Christine is a city in Richland County, North Dakota, United States. The population was 151 at the 2020 census. Christine was founded in 1883. It is part of the Wahpeton, ND–MN Micropolitan Statistical Area.

==History==
Christine was founded in 1883 as a Scandinavian settlement along the Milwaukee Railroad in Eagle Township. A post office was established in 1884, and the railroad built a depot in 1886. There is some disagreement over how the town received its name, with most of the evidence suggesting it was named after Christina Nilsson, a well-known Swedish opera singer. Others, though, suggest one of the town's early settlers, Knute Norby, wanted it named after him. The townspeople reportedly objected to his proposal, naming the town after his wife, Kristine.
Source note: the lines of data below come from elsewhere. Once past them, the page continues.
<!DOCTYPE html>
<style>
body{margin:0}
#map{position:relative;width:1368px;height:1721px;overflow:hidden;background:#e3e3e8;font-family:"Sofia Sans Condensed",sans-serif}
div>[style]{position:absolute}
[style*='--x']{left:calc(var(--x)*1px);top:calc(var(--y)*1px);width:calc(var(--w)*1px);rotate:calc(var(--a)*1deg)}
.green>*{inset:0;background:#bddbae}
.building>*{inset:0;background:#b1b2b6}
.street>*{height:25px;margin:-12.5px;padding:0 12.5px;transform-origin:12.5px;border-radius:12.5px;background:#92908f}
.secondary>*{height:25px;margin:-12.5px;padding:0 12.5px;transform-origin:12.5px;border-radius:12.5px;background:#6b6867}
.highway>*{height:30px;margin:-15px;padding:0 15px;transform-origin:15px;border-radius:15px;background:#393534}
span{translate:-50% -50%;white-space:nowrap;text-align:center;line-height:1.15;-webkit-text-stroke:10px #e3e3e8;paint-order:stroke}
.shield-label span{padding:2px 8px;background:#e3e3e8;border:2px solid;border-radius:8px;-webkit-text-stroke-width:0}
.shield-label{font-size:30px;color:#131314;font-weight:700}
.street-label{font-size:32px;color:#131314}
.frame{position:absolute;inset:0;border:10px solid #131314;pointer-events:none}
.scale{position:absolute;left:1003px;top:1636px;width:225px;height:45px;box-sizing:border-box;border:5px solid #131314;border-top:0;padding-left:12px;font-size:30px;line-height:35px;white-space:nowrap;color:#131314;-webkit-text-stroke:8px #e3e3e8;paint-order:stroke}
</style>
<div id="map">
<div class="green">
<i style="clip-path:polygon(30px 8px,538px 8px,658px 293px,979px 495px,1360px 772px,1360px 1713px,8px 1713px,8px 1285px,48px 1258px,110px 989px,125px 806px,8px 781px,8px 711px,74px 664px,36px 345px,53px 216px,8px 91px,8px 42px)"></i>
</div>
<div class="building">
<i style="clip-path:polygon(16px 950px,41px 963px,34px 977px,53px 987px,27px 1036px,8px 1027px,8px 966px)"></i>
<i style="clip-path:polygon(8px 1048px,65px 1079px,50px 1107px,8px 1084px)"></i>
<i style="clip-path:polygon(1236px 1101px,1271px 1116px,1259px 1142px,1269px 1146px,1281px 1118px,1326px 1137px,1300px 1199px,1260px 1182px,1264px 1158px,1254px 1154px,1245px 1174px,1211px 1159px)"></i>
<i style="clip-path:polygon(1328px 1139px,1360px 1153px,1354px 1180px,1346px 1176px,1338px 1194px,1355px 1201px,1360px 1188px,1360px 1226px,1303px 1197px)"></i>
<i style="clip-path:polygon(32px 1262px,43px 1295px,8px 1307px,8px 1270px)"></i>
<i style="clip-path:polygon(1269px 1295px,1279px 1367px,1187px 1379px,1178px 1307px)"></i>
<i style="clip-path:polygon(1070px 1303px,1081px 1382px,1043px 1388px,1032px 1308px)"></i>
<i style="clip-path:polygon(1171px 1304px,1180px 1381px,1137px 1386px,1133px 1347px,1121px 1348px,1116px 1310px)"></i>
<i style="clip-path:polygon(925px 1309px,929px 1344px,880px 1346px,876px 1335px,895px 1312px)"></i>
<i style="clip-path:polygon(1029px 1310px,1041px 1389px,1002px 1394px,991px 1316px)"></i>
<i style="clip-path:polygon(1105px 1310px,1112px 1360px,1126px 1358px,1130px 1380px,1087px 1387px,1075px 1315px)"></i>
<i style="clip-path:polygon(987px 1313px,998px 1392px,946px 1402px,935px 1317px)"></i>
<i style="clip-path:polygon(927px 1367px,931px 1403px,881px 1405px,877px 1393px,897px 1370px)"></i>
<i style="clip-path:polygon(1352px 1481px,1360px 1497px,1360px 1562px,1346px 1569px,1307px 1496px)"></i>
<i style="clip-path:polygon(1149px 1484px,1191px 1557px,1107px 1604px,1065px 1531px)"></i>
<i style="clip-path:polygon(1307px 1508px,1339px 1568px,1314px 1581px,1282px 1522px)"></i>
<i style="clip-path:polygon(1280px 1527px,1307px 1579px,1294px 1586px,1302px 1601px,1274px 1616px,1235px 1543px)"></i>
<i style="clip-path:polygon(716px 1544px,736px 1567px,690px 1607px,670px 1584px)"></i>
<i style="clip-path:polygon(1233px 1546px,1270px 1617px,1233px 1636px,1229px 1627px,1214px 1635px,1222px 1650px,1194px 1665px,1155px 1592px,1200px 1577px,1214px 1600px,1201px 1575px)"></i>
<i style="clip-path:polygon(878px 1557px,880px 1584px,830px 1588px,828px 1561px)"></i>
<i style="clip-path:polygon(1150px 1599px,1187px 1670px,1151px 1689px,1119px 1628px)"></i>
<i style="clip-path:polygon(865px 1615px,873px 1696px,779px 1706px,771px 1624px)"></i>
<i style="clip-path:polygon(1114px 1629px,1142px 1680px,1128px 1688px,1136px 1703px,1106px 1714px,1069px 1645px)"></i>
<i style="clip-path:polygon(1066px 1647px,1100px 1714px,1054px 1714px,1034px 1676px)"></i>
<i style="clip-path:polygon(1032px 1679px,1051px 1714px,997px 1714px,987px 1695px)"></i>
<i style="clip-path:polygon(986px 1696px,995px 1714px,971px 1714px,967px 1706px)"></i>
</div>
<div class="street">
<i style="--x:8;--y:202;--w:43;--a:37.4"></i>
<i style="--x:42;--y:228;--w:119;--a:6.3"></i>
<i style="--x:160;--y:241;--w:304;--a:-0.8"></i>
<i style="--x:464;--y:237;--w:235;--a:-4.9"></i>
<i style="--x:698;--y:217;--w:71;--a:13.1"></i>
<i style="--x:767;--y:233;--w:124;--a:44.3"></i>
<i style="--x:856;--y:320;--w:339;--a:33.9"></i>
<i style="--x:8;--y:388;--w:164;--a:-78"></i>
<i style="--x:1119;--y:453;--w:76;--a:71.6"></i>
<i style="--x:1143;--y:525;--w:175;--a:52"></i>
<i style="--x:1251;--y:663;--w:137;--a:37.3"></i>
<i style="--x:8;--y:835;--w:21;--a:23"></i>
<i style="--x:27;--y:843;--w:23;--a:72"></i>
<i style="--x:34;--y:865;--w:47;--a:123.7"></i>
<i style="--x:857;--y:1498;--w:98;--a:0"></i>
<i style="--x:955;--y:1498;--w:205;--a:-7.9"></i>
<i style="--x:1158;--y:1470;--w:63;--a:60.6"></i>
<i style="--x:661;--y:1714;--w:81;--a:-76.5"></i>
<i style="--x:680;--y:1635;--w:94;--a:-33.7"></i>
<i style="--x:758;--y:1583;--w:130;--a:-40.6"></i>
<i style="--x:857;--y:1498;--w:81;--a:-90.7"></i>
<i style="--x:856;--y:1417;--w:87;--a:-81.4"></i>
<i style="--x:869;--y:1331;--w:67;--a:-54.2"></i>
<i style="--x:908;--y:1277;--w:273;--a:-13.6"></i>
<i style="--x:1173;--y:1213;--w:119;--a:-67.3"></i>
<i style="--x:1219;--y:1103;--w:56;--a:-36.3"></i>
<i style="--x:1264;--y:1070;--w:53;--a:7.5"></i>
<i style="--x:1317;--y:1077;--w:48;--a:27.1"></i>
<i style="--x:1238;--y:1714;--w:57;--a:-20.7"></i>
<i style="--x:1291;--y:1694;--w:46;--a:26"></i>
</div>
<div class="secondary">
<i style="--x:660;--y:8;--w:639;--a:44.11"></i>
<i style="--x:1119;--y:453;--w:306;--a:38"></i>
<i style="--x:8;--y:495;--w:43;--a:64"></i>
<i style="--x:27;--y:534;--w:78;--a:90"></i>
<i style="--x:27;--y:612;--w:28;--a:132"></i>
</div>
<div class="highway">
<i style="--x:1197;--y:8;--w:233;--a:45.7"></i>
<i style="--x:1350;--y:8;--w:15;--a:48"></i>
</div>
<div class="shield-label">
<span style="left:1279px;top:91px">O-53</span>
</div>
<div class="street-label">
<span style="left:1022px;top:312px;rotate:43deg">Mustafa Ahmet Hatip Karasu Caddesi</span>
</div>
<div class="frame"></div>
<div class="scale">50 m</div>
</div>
The village was an unincorporated part of Eagle Township for much of its history, until it officially incorporated as a city in 1976.
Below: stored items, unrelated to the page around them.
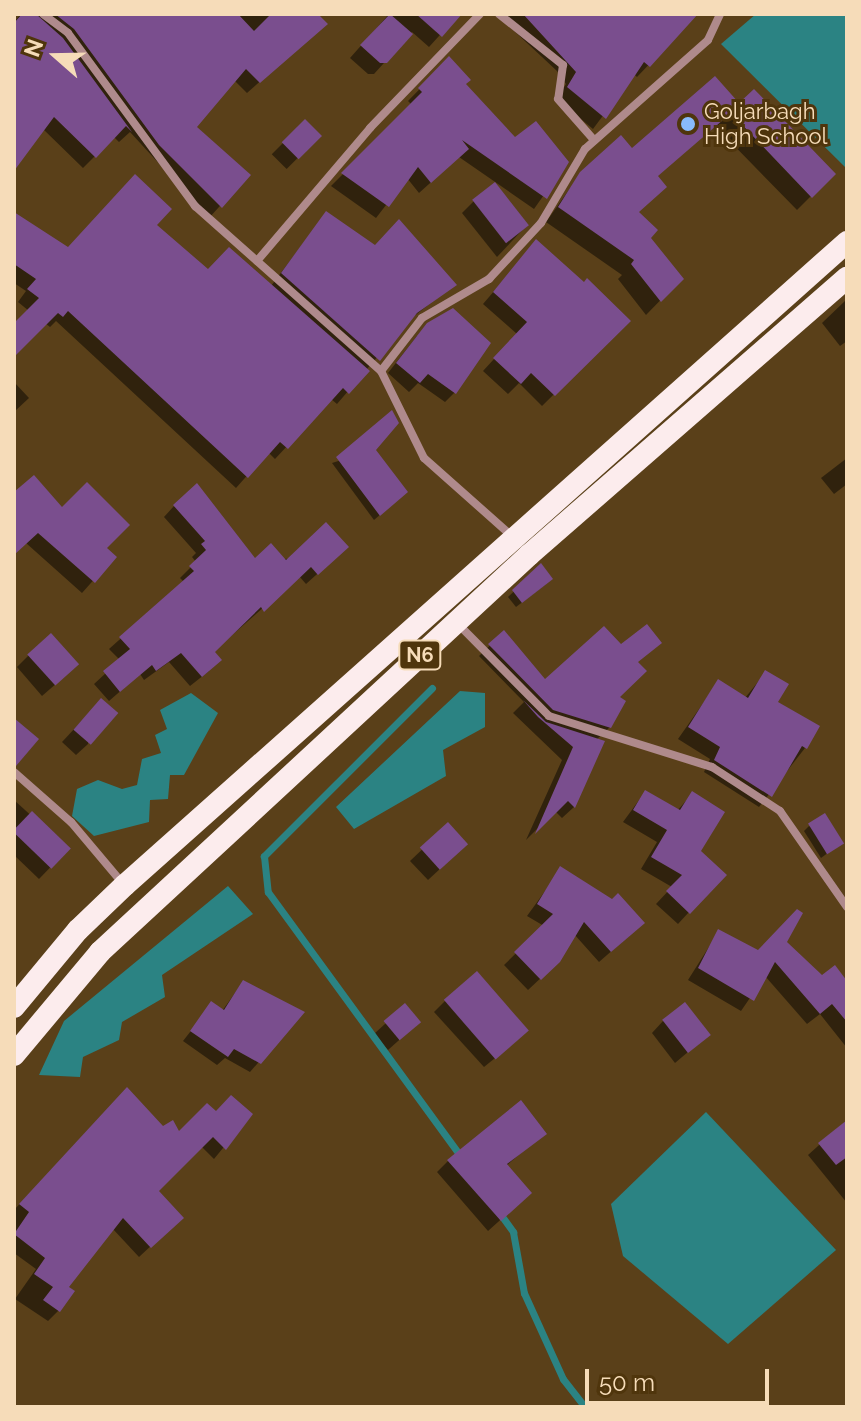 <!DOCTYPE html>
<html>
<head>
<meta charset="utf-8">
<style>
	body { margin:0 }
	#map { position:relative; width:861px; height:1421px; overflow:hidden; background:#5a4019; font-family:Raleway,sans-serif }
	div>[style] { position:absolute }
	.water>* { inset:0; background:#2b8383 }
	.shadow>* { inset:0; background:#0007; transform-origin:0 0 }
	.stream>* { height:7px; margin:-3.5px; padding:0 3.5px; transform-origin:3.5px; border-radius:3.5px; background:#2b8383 }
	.building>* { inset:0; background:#7a4e8e; transform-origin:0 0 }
	.minor>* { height:8px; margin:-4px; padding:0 4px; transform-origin:4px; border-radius:4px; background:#af8a8c }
	.trunk>* { height:22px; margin:-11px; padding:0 11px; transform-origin:11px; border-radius:11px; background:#fceced }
	.dots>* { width:22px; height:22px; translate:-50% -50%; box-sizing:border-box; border:4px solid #4f350c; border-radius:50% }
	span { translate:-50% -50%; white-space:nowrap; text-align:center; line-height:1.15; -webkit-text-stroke:6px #4f350c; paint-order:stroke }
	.shield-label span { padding:2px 6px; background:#4f350c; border:2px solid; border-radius:6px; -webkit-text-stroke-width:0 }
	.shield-label { font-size:20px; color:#f6dcb9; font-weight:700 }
	.poi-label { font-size:22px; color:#f6dcb9 }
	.left { translate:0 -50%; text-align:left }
	.frame { position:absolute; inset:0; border:16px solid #f6dcb9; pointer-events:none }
	.north { position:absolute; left:16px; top:16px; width:80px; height:80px; -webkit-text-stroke:6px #4f350c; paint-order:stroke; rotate:290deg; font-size:22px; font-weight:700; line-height:32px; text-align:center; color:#f6dcb9 }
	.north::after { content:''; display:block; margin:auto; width:28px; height:36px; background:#f6dcb9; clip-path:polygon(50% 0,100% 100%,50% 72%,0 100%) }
	.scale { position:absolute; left:585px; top:1369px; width:184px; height:36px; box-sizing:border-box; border:4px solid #f6dcb9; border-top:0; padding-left:10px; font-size:24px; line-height:28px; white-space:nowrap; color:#f6dcb9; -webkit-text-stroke:6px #4f350c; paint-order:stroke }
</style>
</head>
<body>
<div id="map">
	<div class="water">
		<i style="clip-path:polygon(756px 14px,847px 14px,847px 169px,721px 44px)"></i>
		<i style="clip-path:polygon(460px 691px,485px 693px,485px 727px,443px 750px,446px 776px,354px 829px,336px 807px)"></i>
		<i style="clip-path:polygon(191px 693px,218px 713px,184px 775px,170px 775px,168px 799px,150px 800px,149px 822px,94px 836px,72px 816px,77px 789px,98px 780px,122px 789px,137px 785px,142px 759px,161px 753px,155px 735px,167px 729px,160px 710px)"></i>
		<i style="clip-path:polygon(228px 886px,253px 914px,162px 975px,165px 997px,122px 1022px,119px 1040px,83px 1057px,80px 1077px,39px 1075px,64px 1021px)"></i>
		<i style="clip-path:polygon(706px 1112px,836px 1250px,728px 1344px,623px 1256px,611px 1204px)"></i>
	</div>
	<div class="shadow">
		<i style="clip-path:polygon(21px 14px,315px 14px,325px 24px,247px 93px,234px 80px,194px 127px,248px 175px,209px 218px,130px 132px,119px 142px,114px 137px,83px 168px,43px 129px,14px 170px,14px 22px)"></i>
		<i style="clip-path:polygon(389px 14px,459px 14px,429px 47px,412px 32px,374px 74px,368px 74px,350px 58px)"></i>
		<i style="clip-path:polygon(496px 14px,697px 14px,637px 77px,634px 74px,593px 129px,557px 99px,566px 84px,557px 71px)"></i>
		<i style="clip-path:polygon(449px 59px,464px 84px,515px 140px,567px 162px,534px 209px,459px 157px,419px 193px,407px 178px,376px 218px,331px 186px,412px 105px,408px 101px)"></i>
		<i style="clip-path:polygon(739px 106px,833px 174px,797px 210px,715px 126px,656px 177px,637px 213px,648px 238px,681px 279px,646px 315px,618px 279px,622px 275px,546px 222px,581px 173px)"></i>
		<i style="left:305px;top:121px;width:21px;height:47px;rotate:45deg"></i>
		<i style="clip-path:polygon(474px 201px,527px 225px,497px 257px,462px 213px)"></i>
		<i style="clip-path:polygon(326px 213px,375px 247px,454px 285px,409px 320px,337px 404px,331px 399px,275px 459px,268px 452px,236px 488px,56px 321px,50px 327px,45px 323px,14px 354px,14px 326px,29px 311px,18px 302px,26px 291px,14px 283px,14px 214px,68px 249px,154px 226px,208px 271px,271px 286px)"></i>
		<i style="clip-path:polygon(536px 242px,628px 321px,542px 406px,519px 383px,508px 394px,483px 371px,517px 334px,483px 304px)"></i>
		<i style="clip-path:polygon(846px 300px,847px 341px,840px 346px,822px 323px)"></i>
		<i style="clip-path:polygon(417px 336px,455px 392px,445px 402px,418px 383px,409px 392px,388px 373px)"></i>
		<i style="clip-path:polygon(14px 382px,29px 398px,14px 412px)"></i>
		<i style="clip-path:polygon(373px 450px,401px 497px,374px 520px,332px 463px)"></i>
		<i style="clip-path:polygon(847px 458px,847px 484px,834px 494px,821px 478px)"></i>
		<i style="clip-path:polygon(14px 497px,62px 510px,114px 557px,82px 593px,26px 543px,14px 554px)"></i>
		<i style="clip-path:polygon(174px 506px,254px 560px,336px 557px,306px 584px,299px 576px,213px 652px,209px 671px,190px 686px,169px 662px,144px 680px,140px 674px,109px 701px,94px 684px,120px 660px,109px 649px,184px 582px,180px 578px,196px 562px,192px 557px,196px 553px,164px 517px)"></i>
		<i style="clip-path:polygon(541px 566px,546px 584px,516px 607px,508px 597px)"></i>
		<i style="clip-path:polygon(503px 633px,544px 682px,637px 663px,617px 698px,610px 727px,596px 740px,603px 742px,574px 807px,562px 818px,555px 811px,526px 840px,562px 760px,513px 713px,524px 702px,479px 656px)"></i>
		<i style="clip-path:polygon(29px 655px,65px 676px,42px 696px,17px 667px)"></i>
		<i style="clip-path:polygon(766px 672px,775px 703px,805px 748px,759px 807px,704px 772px,710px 759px,678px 739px,718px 682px,745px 698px)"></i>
		<i style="clip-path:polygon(90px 712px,88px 744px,76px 755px,62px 742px)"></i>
		<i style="clip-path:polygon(645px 792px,677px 811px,692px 794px,699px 851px,689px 912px,678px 924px,656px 904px,672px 887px,641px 869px,657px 842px,623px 822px)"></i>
		<i style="clip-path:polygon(14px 800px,68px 849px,39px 879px,14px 855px)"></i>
		<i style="clip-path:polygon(448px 825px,454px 856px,428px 880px,410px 861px)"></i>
		<i style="clip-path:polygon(809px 826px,841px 843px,821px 858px,804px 831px)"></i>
		<i style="clip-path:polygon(561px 869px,631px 934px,599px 962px,574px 934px,559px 961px,528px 990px,504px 965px,544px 926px,527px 916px)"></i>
		<i style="clip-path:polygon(719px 931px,758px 952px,784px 942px,822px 978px,847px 984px,847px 1048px,820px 1014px,807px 1024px,765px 976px,741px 1011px,688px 980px)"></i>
		<i style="clip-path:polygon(243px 982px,302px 1012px,250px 1072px,225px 1058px,217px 1065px,183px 1041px,212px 1004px,222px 1011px)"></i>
		<i style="clip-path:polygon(445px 1001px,515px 1042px,484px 1067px,434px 1012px)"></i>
		<i style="clip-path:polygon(663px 1021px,708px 1035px,675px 1063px,652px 1033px)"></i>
		<i style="clip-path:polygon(386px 1023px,407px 1033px,388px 1050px,374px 1034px)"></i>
		<i style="clip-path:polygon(127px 1090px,162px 1129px,179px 1134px,216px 1114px,250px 1115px,214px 1159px,201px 1146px,157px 1191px,181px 1218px,139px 1257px,112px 1228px,66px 1287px,59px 1310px,48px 1321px,15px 1299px,36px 1269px,14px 1253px,14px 1210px)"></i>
		<i style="clip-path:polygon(847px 1120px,847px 1203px,808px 1155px)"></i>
		<i style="clip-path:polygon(544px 1133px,506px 1166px,518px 1204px,488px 1231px,437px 1172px,448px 1161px)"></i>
	</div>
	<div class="stream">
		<i style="left:432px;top:688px;width:238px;rotate:135deg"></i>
		<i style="left:264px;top:856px;width:36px;rotate:84deg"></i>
		<i style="left:268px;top:892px;width:329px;rotate:53.9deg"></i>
		<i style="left:498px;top:1211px;width:26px;rotate:54deg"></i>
		<i style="left:513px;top:1232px;width:62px;rotate:79.8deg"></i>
		<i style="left:524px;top:1293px;width:94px;rotate:65.6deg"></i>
		<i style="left:563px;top:1379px;width:36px;rotate:52deg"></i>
	</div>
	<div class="building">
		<i style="clip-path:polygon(22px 14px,36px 14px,63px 38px,132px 132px,126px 126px,96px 158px,54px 117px,14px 171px,14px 23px)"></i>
		<i style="clip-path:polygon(55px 14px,238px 14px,254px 31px,271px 14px,318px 14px,328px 24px,260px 83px,246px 69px,197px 127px,251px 175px,222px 208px,159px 145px,74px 29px)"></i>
		<i style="clip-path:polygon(390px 14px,413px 34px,387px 63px,380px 63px,360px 45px)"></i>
		<i style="clip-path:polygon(416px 14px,462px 14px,442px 37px)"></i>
		<i style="clip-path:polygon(523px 14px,698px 14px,650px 67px,644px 62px,606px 119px,567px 87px,576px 72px)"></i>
		<i style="clip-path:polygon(449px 56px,471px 80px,466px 84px,515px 137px,536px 121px,569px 162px,547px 199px,462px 140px,469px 149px,431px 183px,418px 167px,389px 207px,341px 173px,422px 92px,418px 88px)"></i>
		<i style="clip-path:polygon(715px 76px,739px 103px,754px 89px,836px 174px,812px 198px,731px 113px,658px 176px,667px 187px,639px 212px,658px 230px,651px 238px,684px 279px,661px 302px,631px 264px,634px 260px,558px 207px,580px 172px,621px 135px,632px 148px)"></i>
		<i style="left:305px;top:119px;width:24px;height:33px;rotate:45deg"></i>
		<i style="clip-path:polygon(135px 174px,172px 209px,157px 225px,208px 269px,229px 247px,370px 371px,349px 394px,343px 388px,288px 449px,280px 442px,248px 478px,68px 311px,63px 317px,58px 313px,14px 357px,14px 323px,39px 298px,27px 289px,36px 279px,14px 264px,14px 212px,68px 247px)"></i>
		<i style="left:495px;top:182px;width:55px;height:29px;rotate:52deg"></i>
		<i style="clip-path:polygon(326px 211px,375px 245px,399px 219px,457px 285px,417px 313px,380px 361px,281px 273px)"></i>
		<i style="clip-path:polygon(536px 239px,584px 282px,587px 278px,631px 321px,555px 396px,531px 373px,521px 384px,493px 358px,527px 322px,493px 292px)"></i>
		<i style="clip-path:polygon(453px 308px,491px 343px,456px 394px,428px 374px,420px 383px,396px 363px,427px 323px)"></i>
		<i style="clip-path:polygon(392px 410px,399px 423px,376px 450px,408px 492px,380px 516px,336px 457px)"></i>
		<i style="clip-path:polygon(34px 475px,62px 507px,87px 482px,130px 525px,107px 548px,117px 557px,95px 583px,38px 533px,14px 555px,14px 492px)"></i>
		<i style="clip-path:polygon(197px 483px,255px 558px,271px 543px,286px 560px,326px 522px,349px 547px,318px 575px,311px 567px,264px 612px,261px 607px,215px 652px,222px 660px,202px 677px,181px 653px,156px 671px,152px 665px,120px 692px,103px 671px,130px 649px,119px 637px,194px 571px,189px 566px,206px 550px,201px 544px,205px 541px,173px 505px)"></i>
		<i style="clip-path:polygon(541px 563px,553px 579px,522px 603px,512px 590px)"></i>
		<i style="clip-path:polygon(647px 624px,662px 643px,638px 662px,647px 671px,620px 697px,626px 701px,611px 728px,553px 710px,488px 644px,504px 630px,545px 679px,604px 626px,621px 644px)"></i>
		<i style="left:51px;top:633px;width:42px;height:32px;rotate:48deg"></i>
		<i style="clip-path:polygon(765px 670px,789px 684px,778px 702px,820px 726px,807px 749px,802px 746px,772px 797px,714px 760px,720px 747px,688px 727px,718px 679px,748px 698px)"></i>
		<i style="left:101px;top:698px;width:23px;height:42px;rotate:41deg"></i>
		<i style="clip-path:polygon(523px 700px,546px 722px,605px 741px,575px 808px,568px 801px,535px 834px,573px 747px,538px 717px)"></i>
		<i style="clip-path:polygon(14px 718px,39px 739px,16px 766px,14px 765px)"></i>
		<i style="clip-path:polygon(645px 790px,680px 810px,692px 791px,725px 812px,701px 851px,727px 875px,690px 914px,666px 891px,682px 875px,651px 857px,667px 830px,633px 810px)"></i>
		<i style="left:32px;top:811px;width:54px;height:28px;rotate:44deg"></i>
		<i style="left:825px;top:813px;width:36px;height:20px;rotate:58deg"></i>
		<i style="left:448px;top:822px;width:30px;height:38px;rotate:48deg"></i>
		<i style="clip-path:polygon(560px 866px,612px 899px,618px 893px,645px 923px,611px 952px,584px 922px,560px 962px,541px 980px,514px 952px,553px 914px,537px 904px)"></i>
		<i style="clip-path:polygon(797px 909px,803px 913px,787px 942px,822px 975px,835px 965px,847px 981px,847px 1022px,832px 1004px,820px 1014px,775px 962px,754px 1001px,698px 968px,718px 929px,758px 950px)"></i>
		<i style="left:477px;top:971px;width:79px;height:44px;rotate:49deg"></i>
		<i style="clip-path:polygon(243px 980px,305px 1012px,261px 1064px,234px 1049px,228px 1057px,190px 1031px,211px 1001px,224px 1010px)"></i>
		<i style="left:685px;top:1002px;width:42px;height:29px;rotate:52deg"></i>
		<i style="left:405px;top:1003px;width:25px;height:28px;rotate:50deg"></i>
		<i style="clip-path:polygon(127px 1087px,163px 1126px,173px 1120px,179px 1131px,207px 1103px,216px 1111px,231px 1095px,253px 1114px,226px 1150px,213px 1137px,159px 1191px,184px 1218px,151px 1248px,123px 1218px,69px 1287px,75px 1291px,60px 1312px,43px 1300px,53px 1287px,34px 1274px,45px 1258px,14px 1234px,29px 1212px,19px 1204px)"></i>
		<i style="clip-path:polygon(521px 1100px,547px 1134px,507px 1164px,532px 1193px,501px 1221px,447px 1160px)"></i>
		<i style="clip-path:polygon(847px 1120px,847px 1157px,836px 1165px,818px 1143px)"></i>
	</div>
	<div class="minor">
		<i style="left:43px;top:14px;width:31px;rotate:37deg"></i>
		<i style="left:68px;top:33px;width:215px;rotate:53.7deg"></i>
		<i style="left:195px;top:206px;width:249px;rotate:41.6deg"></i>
		<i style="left:381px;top:371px;width:97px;rotate:63.7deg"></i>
		<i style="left:424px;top:458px;width:120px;rotate:41.6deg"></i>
		<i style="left:499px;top:14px;width:82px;rotate:38.6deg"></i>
		<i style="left:563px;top:65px;width:34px;rotate:98deg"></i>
		<i style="left:558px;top:99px;width:55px;rotate:48.7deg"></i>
		<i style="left:257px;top:261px;width:175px;rotate:-49.6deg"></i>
		<i style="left:370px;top:128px;width:158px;rotate:-46deg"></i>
		<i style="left:381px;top:371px;width:67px;rotate:-52.3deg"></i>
		<i style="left:422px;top:318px;width:78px;rotate:-30.2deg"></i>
		<i style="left:489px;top:279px;width:76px;rotate:-47.1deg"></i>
		<i style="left:541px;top:223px;width:86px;rotate:-59.3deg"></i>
		<i style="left:585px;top:149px;width:164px;rotate:-41.5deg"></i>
		<i style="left:708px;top:40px;width:29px;rotate:-65deg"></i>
		<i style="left:458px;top:624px;width:129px;rotate:45.3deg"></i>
		<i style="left:549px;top:716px;width:171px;rotate:17.4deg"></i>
		<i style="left:712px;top:767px;width:81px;rotate:32.9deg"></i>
		<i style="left:780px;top:811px;width:117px;rotate:55.1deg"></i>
		<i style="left:14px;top:772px;width:76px;rotate:41.3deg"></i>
		<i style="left:71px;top:822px;width:82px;rotate:49.9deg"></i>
	</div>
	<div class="trunk">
		<i style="left:14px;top:1007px;width:100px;rotate:-50.3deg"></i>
		<i style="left:78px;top:930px;width:65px;rotate:-43.8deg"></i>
		<i style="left:125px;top:885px;width:967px;rotate:-41.69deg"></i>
		<i style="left:14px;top:1055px;width:134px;rotate:-50.1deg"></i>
		<i style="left:100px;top:952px;width:585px;rotate:-42.78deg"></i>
		<i style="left:529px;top:555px;width:422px;rotate:-41.1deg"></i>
	</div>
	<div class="dots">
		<i style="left:688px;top:124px;background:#88bbfc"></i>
	</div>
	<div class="shield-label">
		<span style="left:420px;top:655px">N6</span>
	</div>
	<div class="poi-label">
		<span class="left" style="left:704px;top:124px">Goljarbagh<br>High School</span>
	</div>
	<div class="frame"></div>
	<div class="north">N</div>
	<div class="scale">50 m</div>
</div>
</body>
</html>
Nelson's Grocery is listed on the U.S. National Register of Historic Places, as is the town post office.

==Geography==
Christine is located in eastern Richland County, just off Interstate 29. Its location between the Red and Wild Rice Rivers places it within the Red River Valley. According to the United States Census Bureau, the city has a total area of 0.19 sqmi, all land.

==Demographics==

Historical population
| Census | Pop. | Note | %± |
| 1970 | 89 |  | — |
| 1980 | 147 |  | 65.2% |
| 1990 | 140 |  | −4.8% |
| 2000 | 153 |  | 9.3% |
| 2010 | 150 |  | −2.0% |
| 2020 | 151 |  | 0.7% |
| 2024 (est.) | 149 |  | −1.3% |
U.S. Decennial Census 2020 Census

===2010 census===
As of the 2010 census, there were 150 people, 61 households, and 44 families residing in the city. The population density was 789.5 PD/sqmi. There were 67 housing units at an average density of 352.6 /sqmi. The racial makeup of the city was 98.0% White, 1.3% Asian, and 0.7% from other races. Hispanic or Latino people of any race were 2.7% of the population.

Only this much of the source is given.